A couple of years ago, when Coldplay’s Chris Martin was going through a divorce from the actress Gwyneth Paltrow and feeling down, a friend gave him a book to lift his spirits. It was a collection of poetry by Jalaluddin Rumi, the thirteenth-century Persian poet, translated by Coleman Barks.
“It kind of changed my life,” Martin said later, in an interview.
A track from Coldplay’s most recent album features Barks reciting one of the poems: “This being human is a guest house / Every morning a new arrival / A joy, a depression, a meanness, / some momentary awareness comes / as an unexpected visitor.”
Rumi has helped the spiritual journeys of other celebrities—Madonna, Tilda Swinton—some of whom similarly incorporated his work into theirs.
Aphorisms attributed to Rumi circulate daily on social media, offering motivation. “If you are irritated by every rub, how will you ever get polished,” one of them goes. Or, “Every moment I shape my destiny with a chisel. I am a carpenter of my own soul.”

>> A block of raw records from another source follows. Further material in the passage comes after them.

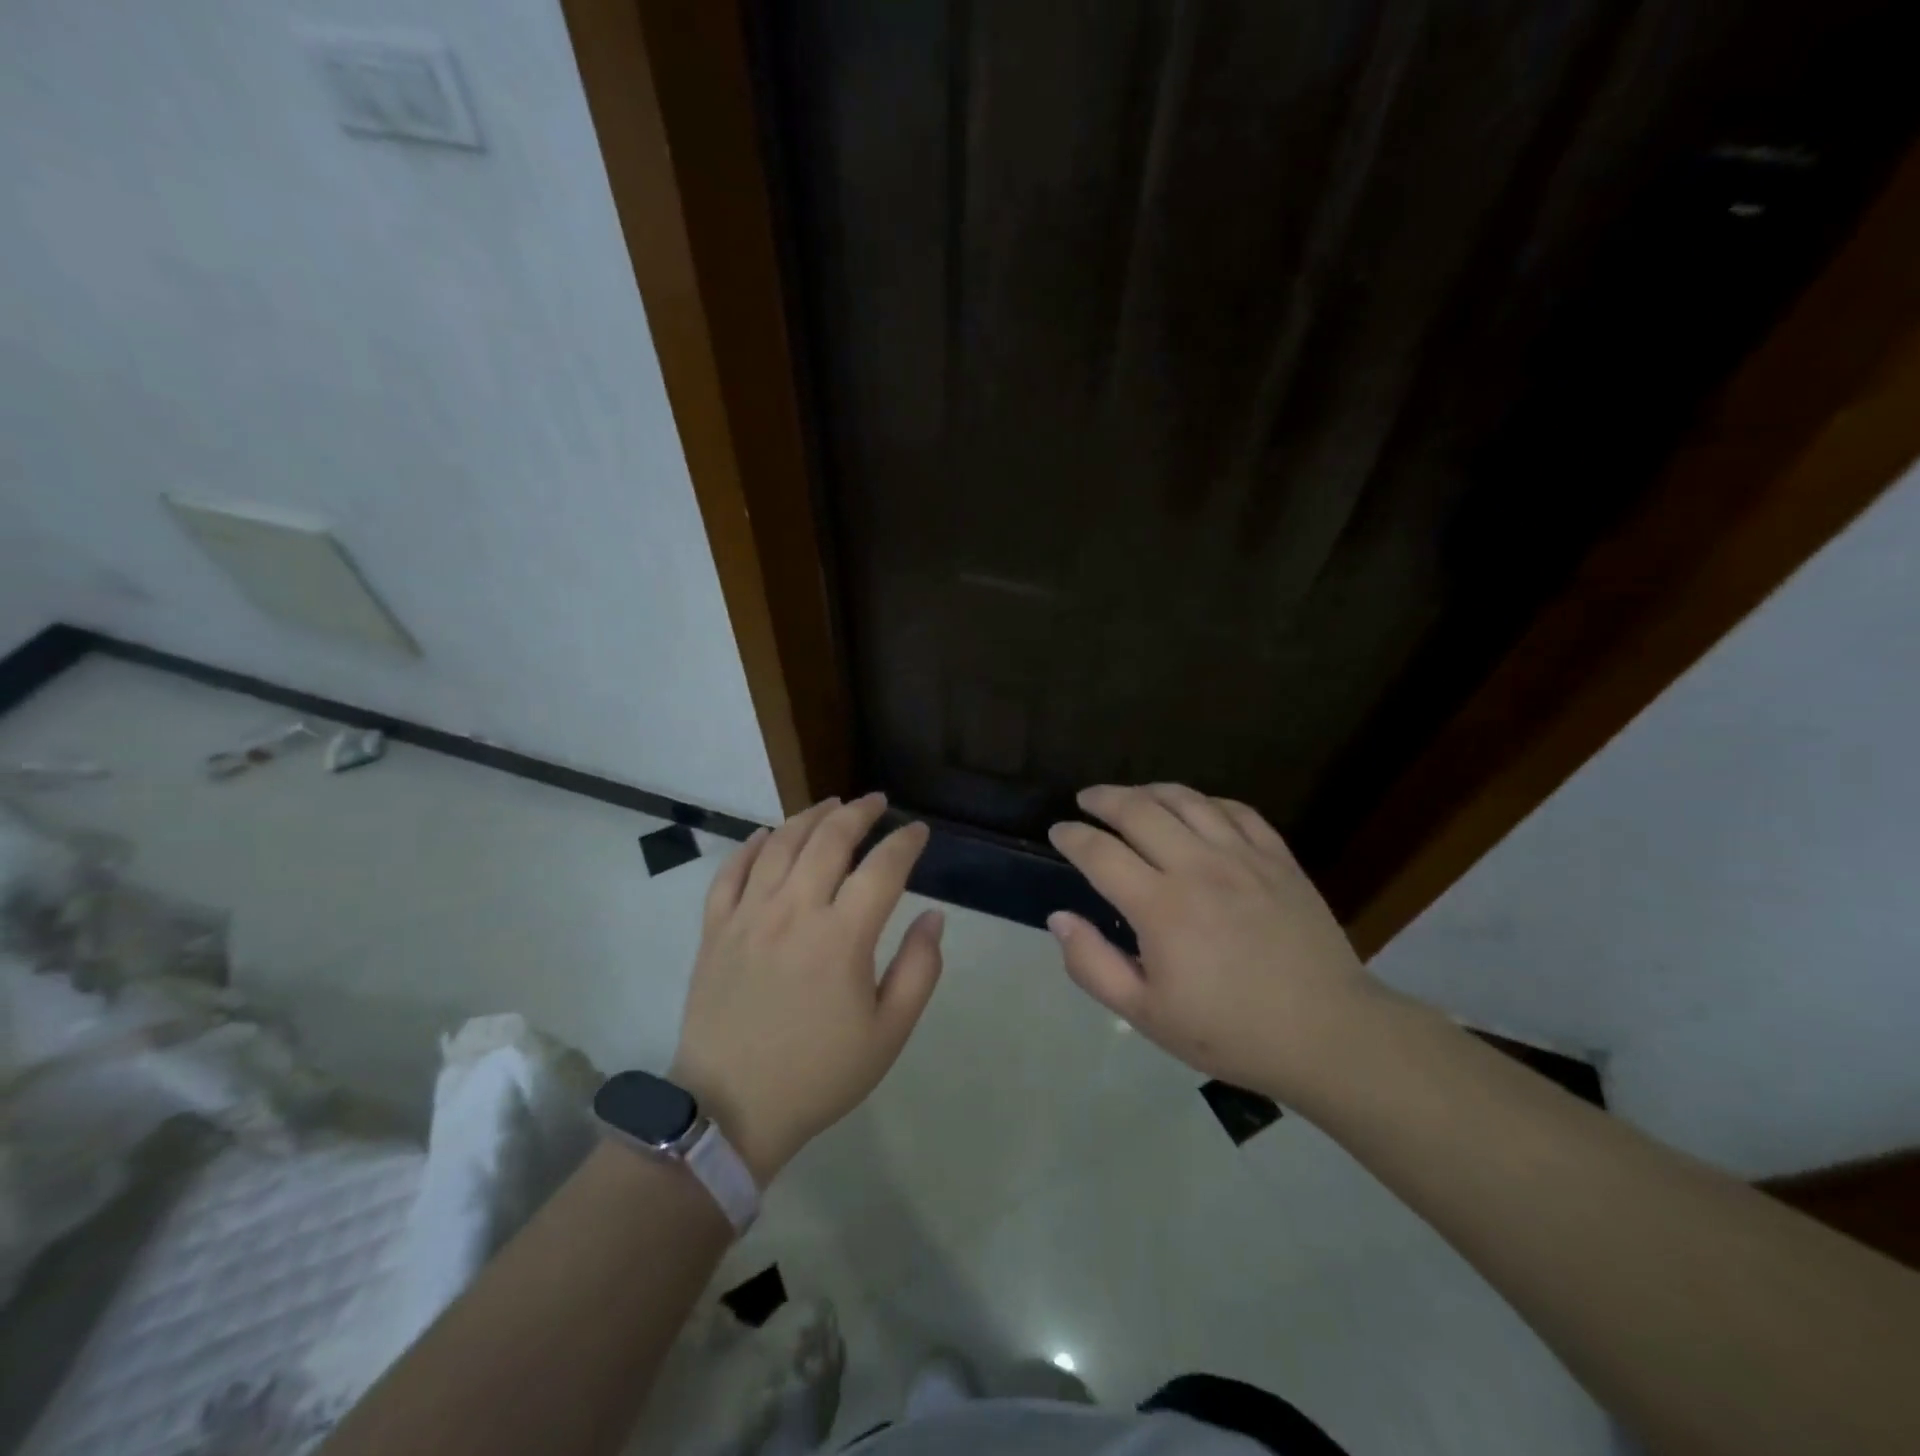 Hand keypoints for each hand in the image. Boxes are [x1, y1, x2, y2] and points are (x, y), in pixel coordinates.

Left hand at [671, 793, 944, 1183]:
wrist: (730, 1111)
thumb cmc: (819, 1074)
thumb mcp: (888, 1034)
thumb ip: (919, 969)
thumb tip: (933, 916)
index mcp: (842, 937)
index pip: (882, 868)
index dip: (905, 843)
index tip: (918, 831)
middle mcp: (794, 911)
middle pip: (829, 839)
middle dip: (858, 813)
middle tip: (876, 802)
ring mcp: (748, 916)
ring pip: (780, 844)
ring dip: (809, 816)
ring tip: (831, 804)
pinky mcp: (715, 929)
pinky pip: (730, 871)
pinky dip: (751, 845)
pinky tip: (767, 834)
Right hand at [1047, 783, 1382, 1102]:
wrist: (1328, 1034)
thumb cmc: (1229, 1031)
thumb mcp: (1146, 1015)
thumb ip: (1093, 965)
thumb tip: (1059, 918)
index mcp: (1161, 907)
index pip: (1100, 853)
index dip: (1071, 837)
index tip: (1058, 832)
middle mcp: (1198, 867)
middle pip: (1139, 810)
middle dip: (1103, 799)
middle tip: (1086, 801)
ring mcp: (1243, 857)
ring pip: (1187, 800)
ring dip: (1150, 791)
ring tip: (1133, 796)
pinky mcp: (1279, 858)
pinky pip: (1236, 810)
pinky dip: (1205, 802)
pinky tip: (1195, 810)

Barks’s translations, in particular, are shared widely on the Internet; they are also the ones that line American bookstore shelves and are recited at weddings.
Rumi is often described as the best-selling poet in the United States. He is typically referred to as a mystic, a saint, a Sufi, an enlightened man.
Curiously, however, although he was a lifelong scholar of the Quran and Islam, he is less frequently described as a Muslim.
The words that Martin featured on his album come from Rumi’s “Masnavi,” a six-book epic poem that he wrote toward the end of his life.

A seventeenth-century illustration for Rumi’s epic poem 'Masnavi.'
Its fifty thousand lines are mostly in Persian, but they are riddled with Arabic excerpts from Muslim scripture; the book frequently alludes to Quranic anecdotes that offer moral lessons.
Fatemeh Keshavarz, a professor of Persian studies at the University of Maryland, said that Rumi probably had the Quran memorized, given how often he drew from it in his poetry.
Rumi himself described the “Masnavi” as “the roots of the roots of the roots of religion”—meaning Islam—“and the explainer of the Quran.” And yet little trace of the religion exists in the translations that sell so well in the United States.
“The Rumi that people love is very beautiful in English, and the price you pay is to cut the culture and religion,” Jawid Mojaddedi, a scholar of early Sufism at Rutgers, said.
Rumi was born in the early thirteenth century, in what is now Afghanistan. He later settled in Konya, in present-day Turkey, with his family.

Statue of Rumi in Buca, Turkey.
His father was a preacher and religious scholar, and he introduced Rumi to Sufism. Rumi continued his theological education in Syria, where he studied the more traditional legal codes of Sunni Islam, and later returned to Konya as a seminary teacher.
It was there that he met an elder traveler, Shams-i-Tabriz, who became his mentor. The nature of the intimate friendship between the two is much debated, but Shams, everyone agrees, had a lasting influence on Rumi’s religious practice and his poetry.
In a new biography of Rumi, “Rumi’s Secret,” Brad Gooch describes how Shams pushed Rumi to question his scriptural education, debating Quranic passages with him and emphasizing the idea of devotion as finding oneness with God.
Rumi would come to blend the intuitive love for God that he found in Sufism with the legal codes of Sunni Islam and the mystical thought he learned from Shams.